═════ DATA PROVIDED ═════
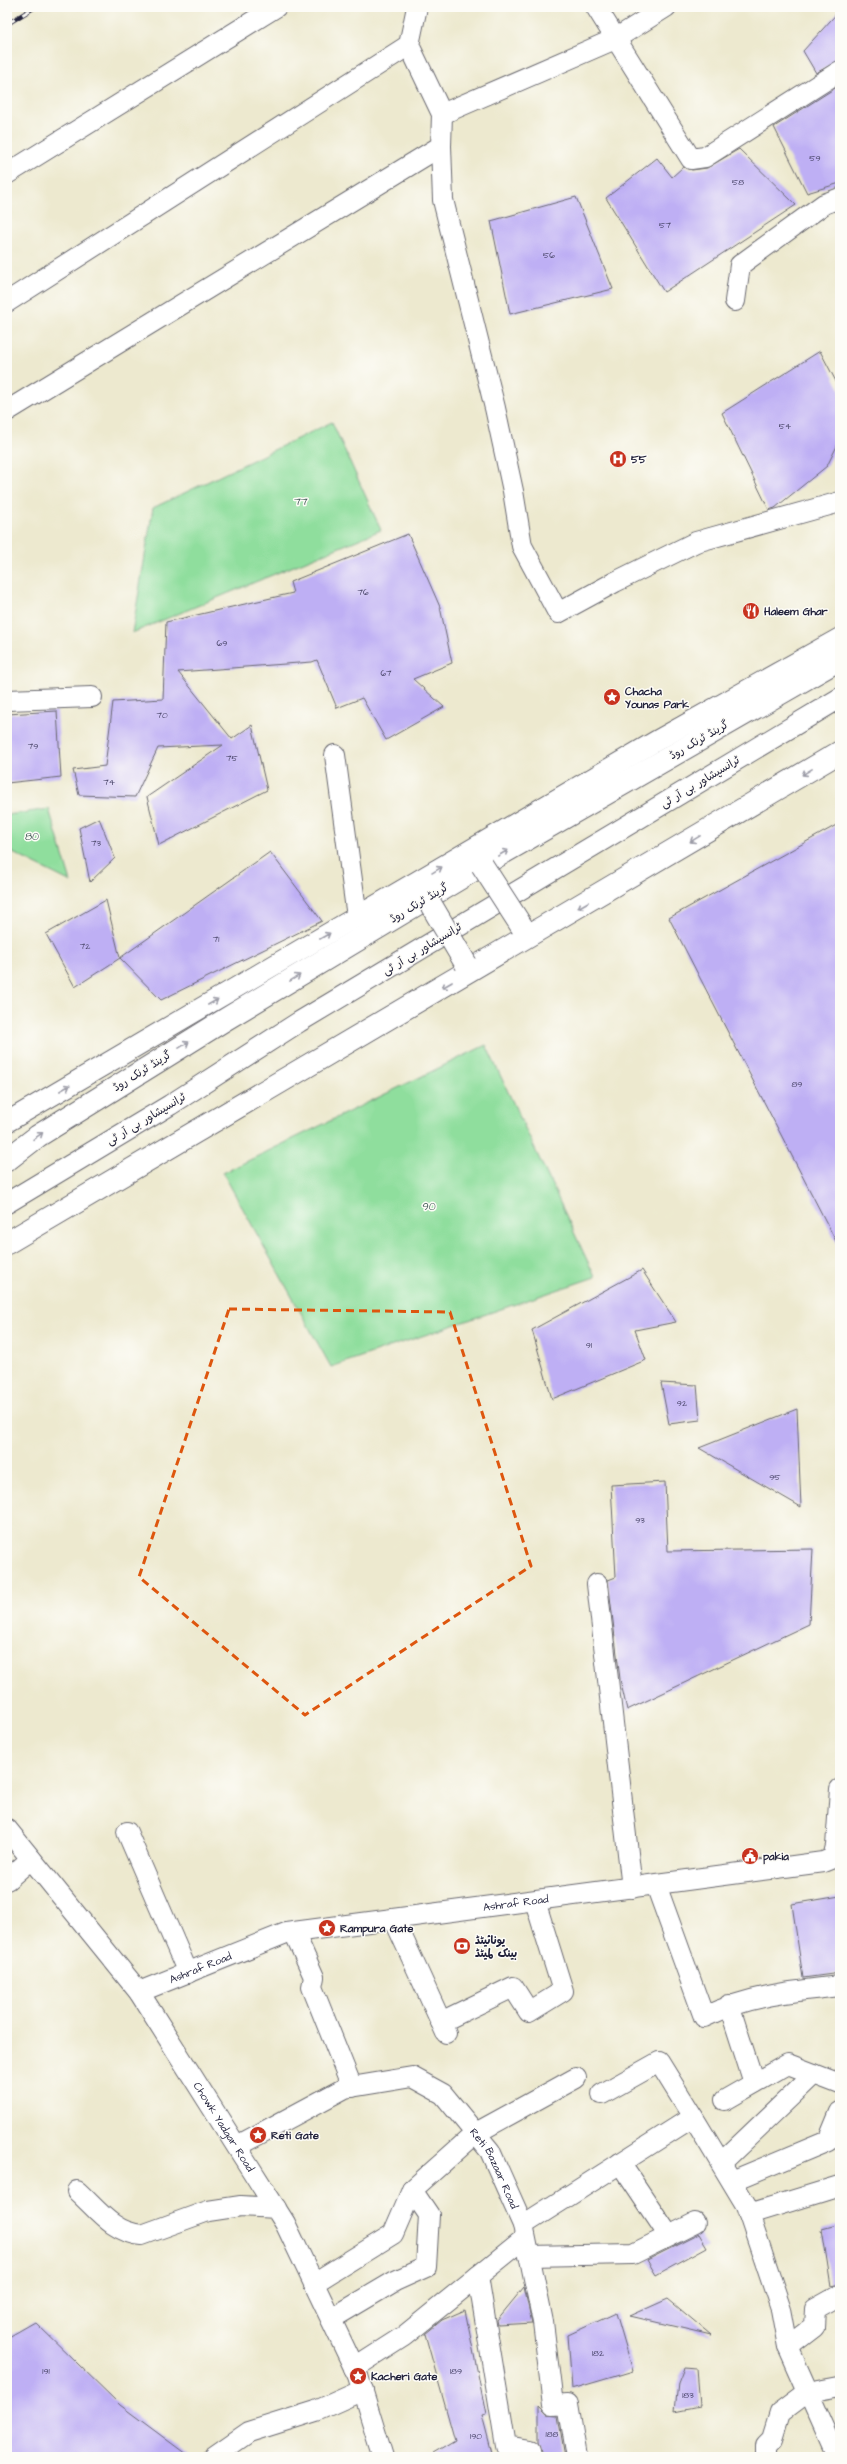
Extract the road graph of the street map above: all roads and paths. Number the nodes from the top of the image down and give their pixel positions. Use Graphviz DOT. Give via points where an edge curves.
graph roads {
  1 [pos="276,7"];
  2 [pos="418,7"];
  3 [pos="596,7"];
  4 [pos="666,7"];
  5 [pos="615,38"];
  6 [pos="409,45"];
  7 [pos="840,71"];
  8 [pos="442,114"];
  9 [pos="442,146"];
  10 [pos="7,174"];
  11 [pos="840,198"];
  12 [pos="735,301"];
  13 [pos="7,302"];
  14 [pos="7,411"];
  15 [pos="840,502"];
  16 [pos="840,638"];
  17 [pos="840,659"];
  18 [pos="92,697"];
  19 [pos="840,698"];
  20 [pos="7,700"];
  21 [pos="840,752"];
  22 [pos="335,755"];
  23 [pos="482,865"];
  24 [pos="427,898"];
  25 [pos="357,917"];
  26 [pos="524,932"];
  27 [pos="468,968"];
  28 [pos="8,1119"];
  29 [pos="7,1160"];
  30 [pos="7,1203"];
  31 [pos="7,1243"];
  32 [pos="597,1584"];
  33 [pos="840,1789"];
  34 [pos="7,1829"];
  35 [pos="127,1832"];
  36 [pos="31,1859"];
  37 [pos="836,1862"];
  38 [pos="7,1880"];
  39 [pos="656,1884"];
  40 [pos="632,1888"];
  41 [pos="535,1900"];
  42 [pos="394,1919"];
  43 [pos="294,1932"];
  44 [pos="188,1973"];
  45 [pos="840,1986"];
  46 [pos="139,1992"];
  47 [pos="729,2005"];
  48 [pos="814,2074"];
  49 [pos="576,2078"];
  50 [pos="754,2084"];
  51 [pos="840,2084"];
  52 [pos="352,2087"];
  53 [pos="602,2094"];
  54 [pos="725,2100"];
  55 [pos="840,2112"];
  56 [pos="693,2117"];
  57 [pos="476,2133"];
  58 [pos="237,2146"];
  59 [pos="721,2162"];
  60 [pos="620,2163"];
  61 [pos="732,2181"];
  62 [pos="840,2186"];
  63 [pos="412,2190"];
  64 [pos="77,2191"];
  65 [pos="276,2208"];
  66 [pos="749,2214"];
  67 [pos="695,2223"];
  68 [pos="669,2236"];
  69 [pos="526,2240"];
  70 [pos="478,2276"];
  71 [pos="314,2283"];
  72 [pos="840,2295"];
  73 [pos="331,2319"];
  74 [pos="788,2346"];
  75 [pos="354,2368"];
  76 [pos="840,2386"];
  77 [pos="363,2390"];
  78 [pos="808,2392"];
  79 [pos="216,2456"];
  80 [pos="383,2457"];
  81 [pos="532,2457"];
  82 [pos="577,2457"];
  83 [pos="766,2457"];
  84 [pos="837,2457"];
  1 -- 10 [label="street"];
  2 -- 6 [label="street"];
  3 -- 5 [label="street"];
  4 -- 5 [label="street"];
  5 -- 7 [label="street" via="691,159 705,157"];
  5 -- 8 [label="street"];
  6 -- 8 [label="street"];
  6 -- 13 [label="street"];
  8 -- 9 [label="street"];
  9 -- 14 [label="street"];
  9 -- 15 [label="street" via="443,200 495,408 522,546 558,613 696,542"];
  11 -- 12 [label="street" via="824,204 740,265"];
  25 -- 16 [label="street, one-way" via="656,741"];
  23 -- 17 [label="highway, گرینڈ ٹرنک روڈ, one-way"];
  18 -- 20 [label="street"];
  19 -- 30 [label="street, ٹرانسپشاور بی آر ٹی" via="299,1022 170,1105"];
  21 -- 26 [label="highway, one-way"];
  22 -- 25 [label="street"];
  23 -- 24 [label="highway, گرینڈ ٹرنک روڈ"];
  23 -- 26 [label="highway, bridge"];
  24 -- 27 [label="highway, bridge"];
  29 -- 24 [label="highway, گرینڈ ٹرنک روڈ, one-way" via="58,1123"];
  28 -- 25 [label="street, one-way"];
  26 -- 27 [label="highway"];
  27 -- 31 [label="highway, one-way"];
  32 -- 40 [label="street"];
  33 -- 37 [label="street, Ashraf Road"];
  34 -- 36 [label="street, Chowk Yadgar Road"];
  35 -- 44 [label="street"];
  36 -- 38 [label="street"];
  36 -- 46 [label="street, Chowk Yadgar Road"];
  37 -- 39 [label="street, Ashraf Road"];
  39 -- 40 [label="street, Ashraf Road"];
  39 -- 47 [label="street" via="704,2017"];
  40 -- 41 [label="street, Ashraf Road"];
  41 -- 42 [label="street, Ashraf Road"];
  41 -- 42 [label="street" via="563,1990 529,2012 513,1987 444,2029"];
  42 -- 43 [label="street, Ashraf Road"];
  43 -- 44 [label="street, Ashraf Road"];
  43 -- 52 [label="street" via="314,1977 312,1988"];
  44 -- 46 [label="street, Ashraf Road"];
  45 -- 47 [label="street" via="792,1991"];
  46 -- 58 [label="street, Chowk Yadgar Road"];
  47 -- 50 [label="street"];
  48 -- 50 [label="street" via="788,2064"];
  48 -- 51 [label="street"];
  48 -- 59 [label="street"];
  49 -- 57 [label="street"];
  50 -- 54 [label="street"];
  52 -- 57 [label="street, Reti Bazaar Road" via="412,2077 443,2094"];
  52 -- 58 [label="street, Reti Bazaar Road" via="345,2088"];
  53 -- 56 [label="street" via="658,2062"];
  55 -- 61 [label="street" via="828,2140"];
  56 -- 59 [label="street"];
  56 -- 60 [label="street"];
  57 -- 63 [label="street"];
  57 -- 69 [label="street, Reti Bazaar Road" via="490,2151"];
  58 -- 65 [label="street, Chowk Yadgar Road"];
  59 -- 61 [label="street"];
  60 -- 68 [label="street"];
  60 -- 69 [label="street"];
  61 -- 66 [label="street"];
  62 -- 66 [label="street"];
  63 -- 71 [label="street" via="393,2234"];
  63 -- 73 [label="street" via="429,2215 426,2268 394,2281"];
  64 -- 65 [label="street" via="111,2224 132,2234 142,2235 208,2212 241,2206"];
  65 -- 71 [label="street, Chowk Yadgar Road"];
  66 -- 74 [label="street" via="781,2309"];
  67 -- 68 [label="street"];
  68 -- 69 [label="street" via="633,2254"];
  69 -- 70 [label="street"];
  69 -- 82 [label="street, Reti Bazaar Road" via="543,2322 553,2405 568,2404"];
  70 -- 75 [label="street" via="404,2336"];
  70 -- 81 [label="street" via="506,2446 531,2450"];
  71 -- 73 [label="street, Chowk Yadgar Road"];
  72 -- 74 [label="street" via="815,2309 814,2327"];
  73 -- 75 [label="street, Chowk Yadgar Road"];
  74 -- 78 [label="street"];
  75 -- 77 [label="street, Chowk Yadgar Road"];
  76 -- 78 [label="street"];
  77 -- 79 [label="street" via="316,2411 249,2432"];
  77 -- 80 [label="street, Chowk Yadgar Road"];
  78 -- 83 [label="street" via="780,2413 772,2439 766,2445"];
  78 -- 84 [label="street"];
}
═════
■ **WORK ITEM**:
Within the records, filter for lines that contain the word "highway" and show each one.

■ **EXERCISE ANSWER**:
  23 -- 17 [label="highway, گرینڈ ٹرنک روڈ, one-way"];
  21 -- 26 [label="highway, one-way"];
  23 -- 24 [label="highway, گرینڈ ٹرنک روڈ"];
  23 -- 26 [label="highway, bridge"];
  24 -- 27 [label="highway, bridge"];
  29 -- 24 [label="highway, گرینڈ ٹرنک روڈ, one-way" via="58,1123"];
  26 -- 27 [label="highway"];
  27 -- 31 [label="highway, one-way"];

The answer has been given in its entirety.